(Records contained in a dataset)
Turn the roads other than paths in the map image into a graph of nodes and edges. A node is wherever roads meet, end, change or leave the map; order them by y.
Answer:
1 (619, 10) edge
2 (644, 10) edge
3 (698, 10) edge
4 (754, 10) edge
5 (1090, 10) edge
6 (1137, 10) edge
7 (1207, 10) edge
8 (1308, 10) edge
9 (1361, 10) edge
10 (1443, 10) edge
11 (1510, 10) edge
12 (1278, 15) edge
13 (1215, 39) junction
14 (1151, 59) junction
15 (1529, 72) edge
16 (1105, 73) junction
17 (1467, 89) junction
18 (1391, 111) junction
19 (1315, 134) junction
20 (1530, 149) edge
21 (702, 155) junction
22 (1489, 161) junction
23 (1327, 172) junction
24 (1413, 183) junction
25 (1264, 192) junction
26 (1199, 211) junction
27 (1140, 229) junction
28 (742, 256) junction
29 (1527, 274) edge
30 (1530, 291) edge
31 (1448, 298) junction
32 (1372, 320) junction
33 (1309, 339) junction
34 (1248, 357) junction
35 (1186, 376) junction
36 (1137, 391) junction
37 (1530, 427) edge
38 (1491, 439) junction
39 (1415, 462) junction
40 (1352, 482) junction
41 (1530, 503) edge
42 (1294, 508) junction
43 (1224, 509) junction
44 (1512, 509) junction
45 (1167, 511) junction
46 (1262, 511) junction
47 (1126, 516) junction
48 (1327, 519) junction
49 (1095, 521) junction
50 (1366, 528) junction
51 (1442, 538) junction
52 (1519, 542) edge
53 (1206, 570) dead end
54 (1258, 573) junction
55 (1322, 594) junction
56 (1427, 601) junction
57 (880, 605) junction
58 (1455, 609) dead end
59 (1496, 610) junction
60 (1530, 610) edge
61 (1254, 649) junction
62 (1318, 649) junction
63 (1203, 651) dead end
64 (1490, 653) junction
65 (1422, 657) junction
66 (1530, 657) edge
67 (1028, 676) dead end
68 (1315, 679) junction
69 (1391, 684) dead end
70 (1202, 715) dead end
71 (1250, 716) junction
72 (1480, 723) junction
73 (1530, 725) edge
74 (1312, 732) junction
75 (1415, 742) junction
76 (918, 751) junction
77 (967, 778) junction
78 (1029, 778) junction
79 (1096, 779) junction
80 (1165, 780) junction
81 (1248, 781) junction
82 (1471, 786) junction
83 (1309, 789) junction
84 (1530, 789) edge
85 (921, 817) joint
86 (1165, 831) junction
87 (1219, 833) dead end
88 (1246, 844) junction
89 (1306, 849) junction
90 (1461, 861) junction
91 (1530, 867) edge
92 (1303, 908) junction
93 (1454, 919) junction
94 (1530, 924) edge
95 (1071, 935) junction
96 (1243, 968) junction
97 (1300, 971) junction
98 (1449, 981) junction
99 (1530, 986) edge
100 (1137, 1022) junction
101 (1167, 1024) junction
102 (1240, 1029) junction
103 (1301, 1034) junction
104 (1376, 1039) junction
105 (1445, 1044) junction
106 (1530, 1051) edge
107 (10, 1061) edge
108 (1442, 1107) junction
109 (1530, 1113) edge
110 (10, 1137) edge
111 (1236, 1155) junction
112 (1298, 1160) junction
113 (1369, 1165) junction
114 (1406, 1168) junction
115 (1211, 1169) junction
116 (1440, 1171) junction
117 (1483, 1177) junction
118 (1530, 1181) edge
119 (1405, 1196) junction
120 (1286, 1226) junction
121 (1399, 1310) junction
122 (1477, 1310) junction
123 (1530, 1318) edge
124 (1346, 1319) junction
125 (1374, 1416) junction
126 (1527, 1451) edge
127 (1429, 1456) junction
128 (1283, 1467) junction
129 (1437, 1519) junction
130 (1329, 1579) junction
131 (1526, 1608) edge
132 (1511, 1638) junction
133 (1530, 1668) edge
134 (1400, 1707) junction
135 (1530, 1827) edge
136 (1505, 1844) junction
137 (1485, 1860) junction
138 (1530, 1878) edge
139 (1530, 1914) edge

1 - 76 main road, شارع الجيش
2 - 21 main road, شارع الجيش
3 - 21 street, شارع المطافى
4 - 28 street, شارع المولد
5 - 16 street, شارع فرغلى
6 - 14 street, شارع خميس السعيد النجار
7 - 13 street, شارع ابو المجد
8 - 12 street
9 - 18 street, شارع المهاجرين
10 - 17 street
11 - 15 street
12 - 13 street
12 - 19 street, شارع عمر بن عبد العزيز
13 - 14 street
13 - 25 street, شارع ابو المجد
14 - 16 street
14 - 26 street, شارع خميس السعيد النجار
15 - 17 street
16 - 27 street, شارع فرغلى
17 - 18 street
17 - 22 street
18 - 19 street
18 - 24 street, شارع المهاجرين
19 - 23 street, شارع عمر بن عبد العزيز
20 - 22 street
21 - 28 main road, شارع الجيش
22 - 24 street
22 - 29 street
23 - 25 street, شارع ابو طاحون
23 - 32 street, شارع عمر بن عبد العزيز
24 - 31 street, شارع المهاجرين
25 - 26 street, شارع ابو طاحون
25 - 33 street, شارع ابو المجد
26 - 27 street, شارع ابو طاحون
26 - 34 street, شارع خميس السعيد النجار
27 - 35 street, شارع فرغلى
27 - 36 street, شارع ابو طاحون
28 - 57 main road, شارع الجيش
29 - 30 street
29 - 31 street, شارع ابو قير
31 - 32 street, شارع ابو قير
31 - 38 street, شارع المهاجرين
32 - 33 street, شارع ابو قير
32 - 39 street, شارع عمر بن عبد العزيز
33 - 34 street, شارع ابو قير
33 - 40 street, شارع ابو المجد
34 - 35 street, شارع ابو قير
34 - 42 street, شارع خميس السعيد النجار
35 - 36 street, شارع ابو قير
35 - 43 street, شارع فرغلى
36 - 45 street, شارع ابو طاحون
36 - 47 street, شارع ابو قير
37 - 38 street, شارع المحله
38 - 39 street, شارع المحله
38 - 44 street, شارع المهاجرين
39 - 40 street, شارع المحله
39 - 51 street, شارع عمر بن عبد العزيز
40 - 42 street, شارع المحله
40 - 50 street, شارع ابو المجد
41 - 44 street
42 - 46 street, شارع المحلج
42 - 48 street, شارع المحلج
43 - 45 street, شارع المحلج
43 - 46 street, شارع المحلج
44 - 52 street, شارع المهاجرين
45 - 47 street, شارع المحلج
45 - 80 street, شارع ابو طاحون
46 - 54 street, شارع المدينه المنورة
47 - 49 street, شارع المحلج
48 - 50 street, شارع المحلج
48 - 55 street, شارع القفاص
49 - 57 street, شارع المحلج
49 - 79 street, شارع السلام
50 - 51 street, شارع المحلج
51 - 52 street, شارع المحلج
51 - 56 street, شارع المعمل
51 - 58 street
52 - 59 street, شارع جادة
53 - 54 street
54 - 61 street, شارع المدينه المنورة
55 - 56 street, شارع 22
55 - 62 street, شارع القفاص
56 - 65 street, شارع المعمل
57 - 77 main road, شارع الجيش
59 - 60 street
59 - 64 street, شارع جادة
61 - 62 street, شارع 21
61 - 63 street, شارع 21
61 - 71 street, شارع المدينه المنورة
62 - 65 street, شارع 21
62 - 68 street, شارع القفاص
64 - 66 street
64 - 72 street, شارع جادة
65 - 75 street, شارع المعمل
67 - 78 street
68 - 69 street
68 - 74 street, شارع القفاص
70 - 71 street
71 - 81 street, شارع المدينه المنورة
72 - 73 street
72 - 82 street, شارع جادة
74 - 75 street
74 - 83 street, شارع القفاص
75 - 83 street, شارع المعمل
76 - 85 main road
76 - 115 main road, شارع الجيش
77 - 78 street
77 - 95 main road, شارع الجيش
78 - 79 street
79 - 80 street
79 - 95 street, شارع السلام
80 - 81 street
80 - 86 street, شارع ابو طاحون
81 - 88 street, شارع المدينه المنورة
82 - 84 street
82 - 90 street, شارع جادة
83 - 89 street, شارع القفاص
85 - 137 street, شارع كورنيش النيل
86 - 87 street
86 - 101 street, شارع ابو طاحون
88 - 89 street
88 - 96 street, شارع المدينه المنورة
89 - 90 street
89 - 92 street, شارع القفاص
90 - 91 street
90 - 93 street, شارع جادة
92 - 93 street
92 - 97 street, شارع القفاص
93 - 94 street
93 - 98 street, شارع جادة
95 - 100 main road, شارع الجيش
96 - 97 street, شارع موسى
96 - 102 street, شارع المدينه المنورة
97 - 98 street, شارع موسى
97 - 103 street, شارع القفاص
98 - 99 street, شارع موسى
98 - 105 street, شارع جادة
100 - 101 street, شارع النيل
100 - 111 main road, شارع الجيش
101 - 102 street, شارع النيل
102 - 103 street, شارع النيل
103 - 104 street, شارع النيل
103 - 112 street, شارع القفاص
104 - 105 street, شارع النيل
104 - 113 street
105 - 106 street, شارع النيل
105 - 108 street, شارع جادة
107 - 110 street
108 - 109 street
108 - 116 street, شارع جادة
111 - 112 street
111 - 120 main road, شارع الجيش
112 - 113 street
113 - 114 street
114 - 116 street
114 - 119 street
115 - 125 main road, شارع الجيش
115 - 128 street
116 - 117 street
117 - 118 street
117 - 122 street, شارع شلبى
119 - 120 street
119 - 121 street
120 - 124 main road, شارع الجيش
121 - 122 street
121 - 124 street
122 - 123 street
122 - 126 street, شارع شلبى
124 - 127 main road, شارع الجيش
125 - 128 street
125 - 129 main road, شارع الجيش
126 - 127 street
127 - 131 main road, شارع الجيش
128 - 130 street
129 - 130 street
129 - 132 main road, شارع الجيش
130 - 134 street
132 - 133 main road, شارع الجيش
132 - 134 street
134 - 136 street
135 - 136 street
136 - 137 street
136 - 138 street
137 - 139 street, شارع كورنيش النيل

- Exercise directions: Where a line above holds the word "المهاجرين", copy it.

- Solution for this exercise:
9 - 18 street, شارع المهاجرين
18 - 24 street, شارع المهاجرين
24 - 31 street, شارع المهاجرين
31 - 38 street, شارع المهاجرين
38 - 44 street, شارع المهاجرين
44 - 52 street, شارع المهاجرين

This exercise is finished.